Observability and Drift
What to log, what to dashboard, and how to spot accuracy regression before users do.
A computer vision system in production has three failure modes that traditional monitoring misses: silent accuracy drops, distribution drift, and per-class regressions. The fix is to instrument the model the same way you instrument an HTTP service — with explicit, alertable signals — and to put model monitoring on the same footing as the rest of your MLOps discipline.
Define and emit the metrics that catch accuracy and drift regressions, and set thresholds that page on real problems.
Per-frame: latency, queue depth, decode failures.

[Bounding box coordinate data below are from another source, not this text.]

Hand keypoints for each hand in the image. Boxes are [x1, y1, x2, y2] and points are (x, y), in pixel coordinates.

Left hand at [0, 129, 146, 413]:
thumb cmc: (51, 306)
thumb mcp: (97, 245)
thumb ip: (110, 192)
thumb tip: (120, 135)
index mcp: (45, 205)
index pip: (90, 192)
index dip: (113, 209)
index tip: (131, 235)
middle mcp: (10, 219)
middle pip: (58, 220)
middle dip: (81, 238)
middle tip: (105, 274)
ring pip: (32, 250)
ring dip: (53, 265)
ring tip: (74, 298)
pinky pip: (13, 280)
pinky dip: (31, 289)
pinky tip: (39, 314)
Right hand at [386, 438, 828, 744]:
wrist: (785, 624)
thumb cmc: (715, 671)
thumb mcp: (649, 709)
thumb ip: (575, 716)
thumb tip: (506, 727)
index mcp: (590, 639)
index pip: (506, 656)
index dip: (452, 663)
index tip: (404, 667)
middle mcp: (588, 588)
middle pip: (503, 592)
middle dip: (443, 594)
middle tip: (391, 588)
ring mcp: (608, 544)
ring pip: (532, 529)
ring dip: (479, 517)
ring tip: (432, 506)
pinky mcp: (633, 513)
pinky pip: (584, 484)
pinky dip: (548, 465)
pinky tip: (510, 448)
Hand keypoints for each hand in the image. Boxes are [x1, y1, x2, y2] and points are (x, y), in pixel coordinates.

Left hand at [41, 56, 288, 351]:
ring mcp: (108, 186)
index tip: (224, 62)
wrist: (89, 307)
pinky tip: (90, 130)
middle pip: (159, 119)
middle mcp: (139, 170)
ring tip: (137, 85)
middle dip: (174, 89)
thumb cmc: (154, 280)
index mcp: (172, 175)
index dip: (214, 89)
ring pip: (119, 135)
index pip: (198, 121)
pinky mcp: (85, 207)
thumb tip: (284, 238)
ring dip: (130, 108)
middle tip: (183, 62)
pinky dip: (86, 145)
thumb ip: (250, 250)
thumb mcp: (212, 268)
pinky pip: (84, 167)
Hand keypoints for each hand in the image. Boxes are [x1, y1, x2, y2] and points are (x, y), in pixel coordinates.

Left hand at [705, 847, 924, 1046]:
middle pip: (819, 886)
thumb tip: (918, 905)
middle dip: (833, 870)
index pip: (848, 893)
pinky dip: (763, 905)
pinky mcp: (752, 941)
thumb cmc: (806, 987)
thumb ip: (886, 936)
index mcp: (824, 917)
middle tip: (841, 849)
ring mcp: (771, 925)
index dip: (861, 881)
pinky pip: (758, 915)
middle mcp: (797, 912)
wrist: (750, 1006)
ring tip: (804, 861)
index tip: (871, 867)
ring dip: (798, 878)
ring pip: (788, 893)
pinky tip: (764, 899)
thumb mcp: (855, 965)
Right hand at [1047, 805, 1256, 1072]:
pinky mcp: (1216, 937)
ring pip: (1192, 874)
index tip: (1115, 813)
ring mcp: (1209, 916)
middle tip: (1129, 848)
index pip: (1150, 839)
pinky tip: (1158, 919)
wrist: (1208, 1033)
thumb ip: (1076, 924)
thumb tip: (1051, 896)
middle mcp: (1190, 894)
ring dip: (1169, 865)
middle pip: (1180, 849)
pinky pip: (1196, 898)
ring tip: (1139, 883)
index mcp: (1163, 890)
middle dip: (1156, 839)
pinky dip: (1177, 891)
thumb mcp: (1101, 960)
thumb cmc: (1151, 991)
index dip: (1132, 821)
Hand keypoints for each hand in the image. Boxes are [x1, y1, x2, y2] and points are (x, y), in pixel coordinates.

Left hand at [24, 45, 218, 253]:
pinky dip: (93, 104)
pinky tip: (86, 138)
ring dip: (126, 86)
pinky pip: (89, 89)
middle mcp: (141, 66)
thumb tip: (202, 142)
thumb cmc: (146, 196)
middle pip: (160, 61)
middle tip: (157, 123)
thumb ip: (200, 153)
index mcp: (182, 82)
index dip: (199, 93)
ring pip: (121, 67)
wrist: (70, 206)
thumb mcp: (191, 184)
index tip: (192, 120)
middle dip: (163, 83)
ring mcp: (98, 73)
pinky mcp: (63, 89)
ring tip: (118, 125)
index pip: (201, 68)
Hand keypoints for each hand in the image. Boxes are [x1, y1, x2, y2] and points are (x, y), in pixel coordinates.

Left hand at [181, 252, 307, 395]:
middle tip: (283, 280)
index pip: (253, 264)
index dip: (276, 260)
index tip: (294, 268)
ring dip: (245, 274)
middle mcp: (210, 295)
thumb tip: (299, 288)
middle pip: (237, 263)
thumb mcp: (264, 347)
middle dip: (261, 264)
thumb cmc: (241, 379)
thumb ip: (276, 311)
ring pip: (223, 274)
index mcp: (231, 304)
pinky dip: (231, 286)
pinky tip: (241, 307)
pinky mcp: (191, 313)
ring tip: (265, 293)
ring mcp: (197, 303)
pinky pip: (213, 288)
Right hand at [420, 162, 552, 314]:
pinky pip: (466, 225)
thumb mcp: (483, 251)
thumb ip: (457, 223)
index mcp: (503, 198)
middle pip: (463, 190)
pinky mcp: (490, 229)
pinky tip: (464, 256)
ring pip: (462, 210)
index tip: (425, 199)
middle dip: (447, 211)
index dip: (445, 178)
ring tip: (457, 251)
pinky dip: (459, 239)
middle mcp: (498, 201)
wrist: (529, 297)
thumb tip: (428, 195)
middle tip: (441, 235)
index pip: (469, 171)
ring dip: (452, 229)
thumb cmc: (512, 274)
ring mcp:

Per-stream: detection volume, mean confidence, mean object size.
Per-deployment: holdout set mAP, weekly.
Distribution drift: KS-test on confidence histograms, mean object area.
Hands-on
The three layers of observability

| Layer | Question | Examples |
|---|---|---|
| Infrastructure | "Is the service up?" | CPU, GPU, memory, throughput, dropped frames |
| Model behavior | "Is the model doing what it did yesterday?" | Detection volume, mean confidence, class distribution |
| Model accuracy | "Is the model still right?" | Holdout mAP (performance metrics), sampled human labels, alarm rates |
Most teams cover the first layer with off-the-shelf tools, then forget the other two. The other two are where production CV breaks silently; model monitoring is the discipline that keeps them visible.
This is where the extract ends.